E como os brados no Mundo podem tanto, bem é que
bradem alguma vez os pregadores, bem é que gritem
Pe. Antonio Vieira

quarta-feira, 27 de janeiro de 2016

Comissão da Câmara aprova registro impresso de voto

A Comissão de Ciência e Tecnologia, Comunicação e Informática aprovou projeto, da deputada Janete Capiberibe (PSB-AP), que altera as regras atuais de registro e conferência do voto nas urnas eletrônicas e obriga o registro impresso do voto. O projeto será analisado agora na Comissão de Finanças e Tributação; e na Comissão de Constituição e Justiça e de Cidadania (inclusive quanto ao mérito). Depois, segue para o Plenário da Câmara.

A proposta recebeu parecer favorável do deputado Izalci (PSDB-DF), que apresentou apenas uma emenda ao texto (PL 8080/14) . A emenda determina que o voto impresso seja depositado em urna lacrada, de forma automática e sem contato manual do eleitor.
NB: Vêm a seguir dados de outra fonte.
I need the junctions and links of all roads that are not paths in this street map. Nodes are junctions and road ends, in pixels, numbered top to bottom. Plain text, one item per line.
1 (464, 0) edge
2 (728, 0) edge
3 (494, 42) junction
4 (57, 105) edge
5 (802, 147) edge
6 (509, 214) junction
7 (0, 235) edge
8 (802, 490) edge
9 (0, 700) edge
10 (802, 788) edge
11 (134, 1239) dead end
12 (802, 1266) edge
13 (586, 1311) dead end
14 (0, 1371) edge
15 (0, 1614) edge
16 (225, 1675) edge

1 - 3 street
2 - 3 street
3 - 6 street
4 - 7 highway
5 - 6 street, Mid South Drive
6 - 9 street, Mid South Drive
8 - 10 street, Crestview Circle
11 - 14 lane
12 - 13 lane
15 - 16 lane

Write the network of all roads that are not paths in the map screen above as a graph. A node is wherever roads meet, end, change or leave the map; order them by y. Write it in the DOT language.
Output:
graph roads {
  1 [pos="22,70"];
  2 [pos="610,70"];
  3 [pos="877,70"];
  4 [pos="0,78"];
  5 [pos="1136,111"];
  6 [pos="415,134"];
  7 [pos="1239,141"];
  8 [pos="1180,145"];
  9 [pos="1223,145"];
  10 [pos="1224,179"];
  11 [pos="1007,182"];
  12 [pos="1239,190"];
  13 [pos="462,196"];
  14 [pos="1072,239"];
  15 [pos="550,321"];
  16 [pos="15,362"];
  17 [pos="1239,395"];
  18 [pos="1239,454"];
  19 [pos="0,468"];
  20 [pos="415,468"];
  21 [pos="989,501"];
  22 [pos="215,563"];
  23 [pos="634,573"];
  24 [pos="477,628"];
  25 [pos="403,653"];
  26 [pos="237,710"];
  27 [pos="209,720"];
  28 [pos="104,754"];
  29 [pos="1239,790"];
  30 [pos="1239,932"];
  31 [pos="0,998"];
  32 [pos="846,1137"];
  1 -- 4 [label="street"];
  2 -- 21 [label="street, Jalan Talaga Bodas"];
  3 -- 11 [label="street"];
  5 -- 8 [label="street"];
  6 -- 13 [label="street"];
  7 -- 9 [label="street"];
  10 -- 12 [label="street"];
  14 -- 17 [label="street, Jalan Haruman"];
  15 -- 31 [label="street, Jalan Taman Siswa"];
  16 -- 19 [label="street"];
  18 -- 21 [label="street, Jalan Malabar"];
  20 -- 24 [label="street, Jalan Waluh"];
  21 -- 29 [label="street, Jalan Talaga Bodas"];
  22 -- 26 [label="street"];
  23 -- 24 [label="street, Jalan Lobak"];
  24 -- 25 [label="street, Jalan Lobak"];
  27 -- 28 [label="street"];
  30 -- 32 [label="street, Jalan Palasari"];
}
Segundo Izalci, a emenda adapta o texto acatado na comissão à proposta de reforma política aprovada pela Câmara no ano passado (PEC 182/07) e ainda em discussão no Senado. Entre outros pontos, a PEC instituiu o voto impresso para conferência do eleitor.

O projeto da deputada Janete Capiberibe altera a Lei das Eleições (Lei 9.504/97). O principal objetivo, segundo ela, é aumentar a segurança do voto eletrônico, impedindo a identificação do eleitor, e tornar o processo mais transparente para os eleitores, partidos e a Justiça Eleitoral.

O texto determina que os registros dos votos não conterão informação que permita a identificação do eleitor. Além disso, o equipamento de auxílio na identificação do eleitor, operado pelo mesário da seção eleitoral, não poderá se conectar ao terminal que colhe e registra o voto. O registro digital do voto gravado será disponibilizado para conferência pelo eleitor, sendo permitida sua refutação antes da saída do local de votação.

Os boletins digitais de urna, tão logo sejam gerados, serão disponibilizados para acesso público na internet, sem permitir, claro, a identificação do eleitor e do seu voto. O mesmo se aplica ao conjunto de todos os boletins de urna.

O texto aprovado na comissão traz ainda outros pontos importantes:

- a apuração dos votos será feita no local de votação, na presença de fiscais dos partidos ou candidatos, que poderão verificar a consistência entre o registro digital e o registro fixo de cada voto contado. Em caso de inconsistência, o registro fixo será considerado o válido. O resultado da apuração de cada seção eleitoral será registrado em boletins de urna;

- o eleitor poderá escolher a sequência de cargos durante o processo de votação eletrônica, bem como revisar alguma escolha já realizada, desde que antes da montagem final do voto;

A nova sistemática de votação proposta deverá ser implementada nas capitais dos estados e nos municípios com mais de duzentos mil eleitores, a partir das eleições seguintes à aprovação do projeto, e nos demais municípios, a partir das eleições subsequentes.